For the 75 per cent of Americans who want Trump gone, the Goldwater Rule is a dilemma. Donald Trump’s regime, enveloped in crisis and scandal as it is, is unlikely to offer up their “president” for examination by anyone’s head shrinks, anytime soon. If he is to be removed, the 25th Amendment to the Constitution won’t be the methodology.

Besides, it is not enough to call Donald Trump crazy. He is far worse than that. He is a serial liar and a cheat, a swindler and a con man. And, by his own admission, he is a “man” who sexually assaults women.

My favourite poet is Theodore Roethke. In one of his masterworks, In A Dark Time, Roethke writes:

“What’s madness but nobility of soul

At odds with circumstance?”

There is nothing noble about Donald Trump’s soul. He may be a madman, but he does not belong in an asylum. He belongs somewhere else.

Jail.

3 Comments

  1. The Doctor says:

    It’s all there in those tweets — the pathological narcissism, the cringe-inducing insecurity. The astonishing thing is how Trump supporters either are too stupid to see it when it’s staring them right in the face, or don’t care. For a lot of Trump supporters, all that matters is the culture wars and winding up liberals. If it winds up liberals, it’s ipso facto good. That’s basically their political value system. So if Trump’s having narcissistic personality disorder winds up liberals, then Trump’s DSM-diagnosable personality disorder is a good thing. The logic thread of a Trump supporter.

    • Fred from BC says:

      Mostly true, in my opinion. Trump is certainly a man-child and embarrassing to watch. Poor impulse control, limited social skills, insatiable ego (much like someone here who shall remain nameless;)…he’s all that, for sure.

      But you divide everyone into only two camps, when there are actually three:

      1) Trump supporters

      2) Trump opponents

      3) People who really don’t like Trump and certainly don’t want to support him but they LIKE YOU EVEN LESS.

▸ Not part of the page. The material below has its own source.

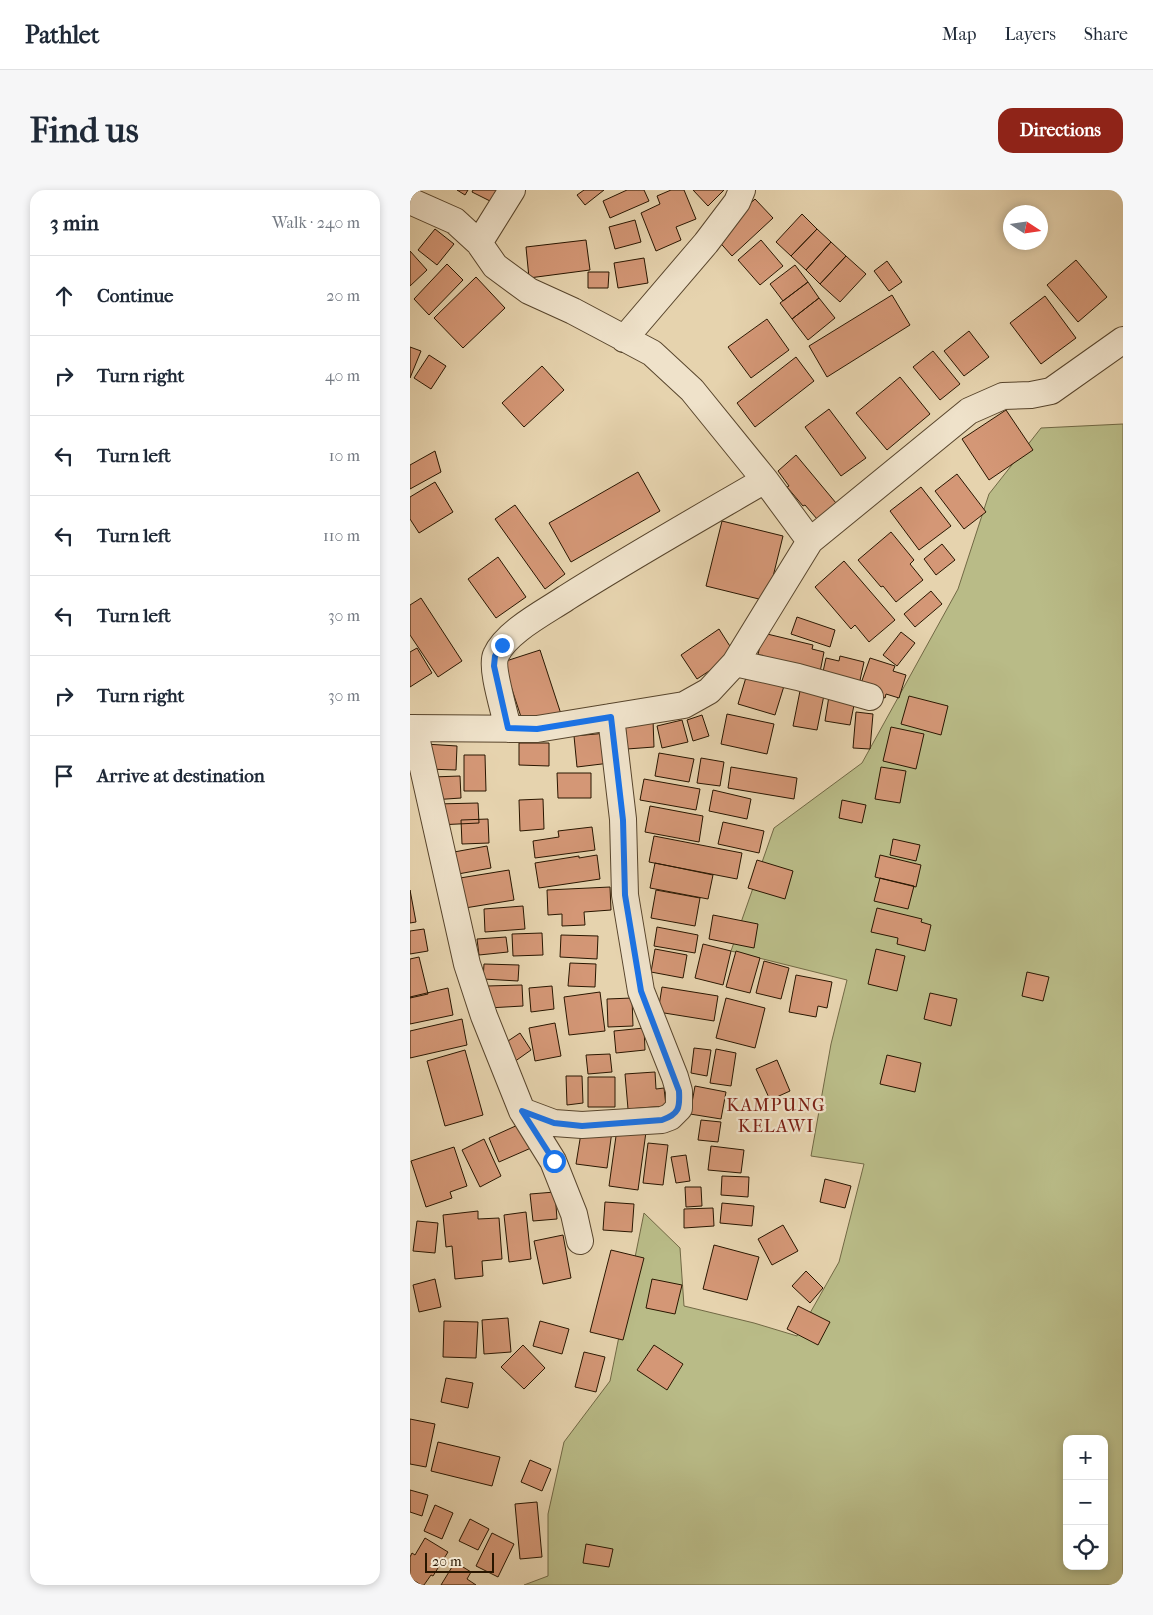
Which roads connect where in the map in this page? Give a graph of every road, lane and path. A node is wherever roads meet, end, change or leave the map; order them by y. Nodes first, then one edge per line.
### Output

      Think Donald Trumps approval rating is low? It’s higher than CNN’s. Trust in the MSM is lower than it has ever been, and for good reason: they have lost any semblance of impartiality, reason or rationality (not to mention maturity) that they may have had, and will now sink to any depth *no matter how low* in their increasingly desperate attempts to “get” Donald Trump. Nothing is out of bounds anymore, good taste is a thing of the past. Create a disgusting rumor with absolutely no basis in fact and just “get it out there”, it’s okay…It’s Donald Trump, right? Pay some people to make false allegations? Sure, why not? Cherry-pick a quote out of context and ‘spin’ it into something more juicy? Absolutely! Doesn’t need to be true. Just publish it!

      “The end justifies the means” is an odious philosophy no matter how earnestly you try to dress it up…

  2. Kevin says:

    Yes. Or Emily Dickinson:
    “Much Madness is divinest Sense –
    To a discerning Eye -”

    Jail? Perhaps, but anything that would put him under restraint and incommunicado would do.